21 Apr, 2023 | Crescita personale

Pandemie, guerre, cambiamenti climatici, crisi economica… Il periodo storico che stiamo vivendo è caratterizzato dall’incertezza. E questo ci crea difficoltà perché l’essere umano brama informazioni sul futuro esattamente come desidera il cibo e altre risorse di base. La nostra mente percepisce l’ambiguità come una minaccia e quindi reagisce cercando di proteggerci. Come? Diminuendo la nostra capacità di concentrarci su qualsiasi cosa che sia diversa dalla creazione di certezze.

La ricerca mostra, ad esempio, che temere di perdere il lavoro comporta un pedaggio più significativo sulla nostra salute rispetto all’effettiva perdita del lavoro. Allo stesso modo, i partecipanti a una ricerca a cui era stato detto che avevano una probabilità del 50% di ricevere una scossa elettrica dolorosa, si sentivano molto più ansiosi e agitati rispetto ai partecipanti che credevano che avrebbero sicuramente ricevuto la scarica.

Quindi il primo fatto è che percepire incertezza ci stressa, ci agita e ci rende facili bersagli di santoni e guru vari e di teorie più o meno fantascientifiche che forniscono spiegazioni semplici a fatti complessi.
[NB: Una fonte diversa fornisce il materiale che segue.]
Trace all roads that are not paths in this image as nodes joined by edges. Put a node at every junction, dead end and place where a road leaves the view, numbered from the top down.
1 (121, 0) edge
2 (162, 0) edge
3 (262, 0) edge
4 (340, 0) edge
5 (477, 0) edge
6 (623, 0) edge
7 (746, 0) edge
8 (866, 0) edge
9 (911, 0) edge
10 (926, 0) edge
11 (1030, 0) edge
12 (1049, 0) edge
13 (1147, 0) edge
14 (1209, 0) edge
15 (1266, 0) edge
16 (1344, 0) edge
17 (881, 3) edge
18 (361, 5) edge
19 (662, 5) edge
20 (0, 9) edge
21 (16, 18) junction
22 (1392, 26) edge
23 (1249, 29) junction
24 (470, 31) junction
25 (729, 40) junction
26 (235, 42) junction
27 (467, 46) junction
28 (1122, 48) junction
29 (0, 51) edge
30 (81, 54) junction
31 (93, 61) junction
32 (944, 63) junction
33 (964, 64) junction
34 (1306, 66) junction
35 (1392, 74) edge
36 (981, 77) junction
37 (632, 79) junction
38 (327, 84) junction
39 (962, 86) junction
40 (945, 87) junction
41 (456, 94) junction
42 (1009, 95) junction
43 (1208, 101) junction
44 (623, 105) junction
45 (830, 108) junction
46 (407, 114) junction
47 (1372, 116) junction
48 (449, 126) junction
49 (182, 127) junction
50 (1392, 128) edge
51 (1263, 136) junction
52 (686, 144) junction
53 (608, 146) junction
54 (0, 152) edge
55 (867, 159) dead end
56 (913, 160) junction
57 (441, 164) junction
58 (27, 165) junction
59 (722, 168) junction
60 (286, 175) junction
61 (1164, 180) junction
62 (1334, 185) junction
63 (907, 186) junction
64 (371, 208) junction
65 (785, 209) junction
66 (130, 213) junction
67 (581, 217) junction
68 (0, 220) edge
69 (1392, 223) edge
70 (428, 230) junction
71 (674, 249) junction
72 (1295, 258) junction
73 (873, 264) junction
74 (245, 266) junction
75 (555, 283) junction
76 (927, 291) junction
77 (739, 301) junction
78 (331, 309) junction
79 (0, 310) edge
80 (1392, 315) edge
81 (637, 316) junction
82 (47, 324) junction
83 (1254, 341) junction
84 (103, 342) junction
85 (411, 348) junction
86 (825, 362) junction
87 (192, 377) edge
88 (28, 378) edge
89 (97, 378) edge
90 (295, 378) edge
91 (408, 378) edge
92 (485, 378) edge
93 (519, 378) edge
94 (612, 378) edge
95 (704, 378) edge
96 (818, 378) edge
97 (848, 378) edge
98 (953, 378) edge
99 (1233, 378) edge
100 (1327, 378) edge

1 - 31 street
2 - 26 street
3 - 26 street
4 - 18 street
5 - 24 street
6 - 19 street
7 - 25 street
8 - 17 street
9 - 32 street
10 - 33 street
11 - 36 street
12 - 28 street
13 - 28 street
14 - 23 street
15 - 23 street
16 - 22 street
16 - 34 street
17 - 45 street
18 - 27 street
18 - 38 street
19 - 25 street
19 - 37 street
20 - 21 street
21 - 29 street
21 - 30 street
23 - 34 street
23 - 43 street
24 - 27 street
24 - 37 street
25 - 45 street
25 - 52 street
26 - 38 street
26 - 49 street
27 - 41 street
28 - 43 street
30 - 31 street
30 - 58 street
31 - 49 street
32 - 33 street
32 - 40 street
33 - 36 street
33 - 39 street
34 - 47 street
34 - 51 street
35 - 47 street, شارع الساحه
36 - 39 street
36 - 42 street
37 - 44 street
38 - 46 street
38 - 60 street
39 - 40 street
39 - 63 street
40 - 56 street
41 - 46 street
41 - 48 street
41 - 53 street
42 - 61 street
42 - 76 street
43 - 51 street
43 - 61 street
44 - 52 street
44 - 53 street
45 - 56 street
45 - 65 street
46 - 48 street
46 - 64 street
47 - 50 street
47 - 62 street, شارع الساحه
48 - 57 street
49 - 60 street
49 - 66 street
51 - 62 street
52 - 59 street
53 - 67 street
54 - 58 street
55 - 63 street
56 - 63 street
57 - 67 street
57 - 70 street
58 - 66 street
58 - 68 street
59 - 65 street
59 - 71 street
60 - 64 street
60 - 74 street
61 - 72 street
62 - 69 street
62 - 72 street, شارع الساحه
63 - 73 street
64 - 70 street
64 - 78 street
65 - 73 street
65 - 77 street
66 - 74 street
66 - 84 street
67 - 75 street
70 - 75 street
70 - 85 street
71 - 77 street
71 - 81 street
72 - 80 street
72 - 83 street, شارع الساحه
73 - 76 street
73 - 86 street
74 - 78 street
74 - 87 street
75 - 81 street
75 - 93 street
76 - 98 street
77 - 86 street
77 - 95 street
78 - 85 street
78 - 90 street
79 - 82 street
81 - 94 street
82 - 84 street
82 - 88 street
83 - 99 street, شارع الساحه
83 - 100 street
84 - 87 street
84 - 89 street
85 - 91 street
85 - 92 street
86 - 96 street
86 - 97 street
E ci danno qualcosa di rassicurante in cui credere.

Il secondo fatto inconfutabile è che nessuno è in grado di dire che cosa ci porterà il futuro. Quindi non ci sono speranze? Dobbiamo rassegnarci a una vita di preoccupazione? No. “L’incertezza è l’unica certezza che c’è”, ha scritto il matematico John Allen Paulos. “Sapere come convivere con l’insicurezza è l’unica sicurezza.”

Ecco allora sette strategie efficaci per imparare a convivere con l’incertezza e fiorire ugualmente.

1) Non resistere

Lo abbiamo già detto: stiamo vivendo tempi difficili. Ma resistere a questa realtà attuale non ti aiuterà a recuperare, imparare, crescere o sentirti meglio. Ironia della sorte, la resistenza prolunga il tuo dolore e la tua difficoltà amplificando le emozioni difficili che provi. Ciò a cui resisti, persiste.

C’è un’alternativa. Invece di resistere, puoi praticare l’accettazione. La ricerca della psicologa americana Kristin Neff e dei suoi colleghi ha dimostrato che l’accettazione, e in particolare l’accettazione di sé, è uno dei “segreti” per la felicità. Accettazione significa che quello che c’è, c’è. E da lì riparti.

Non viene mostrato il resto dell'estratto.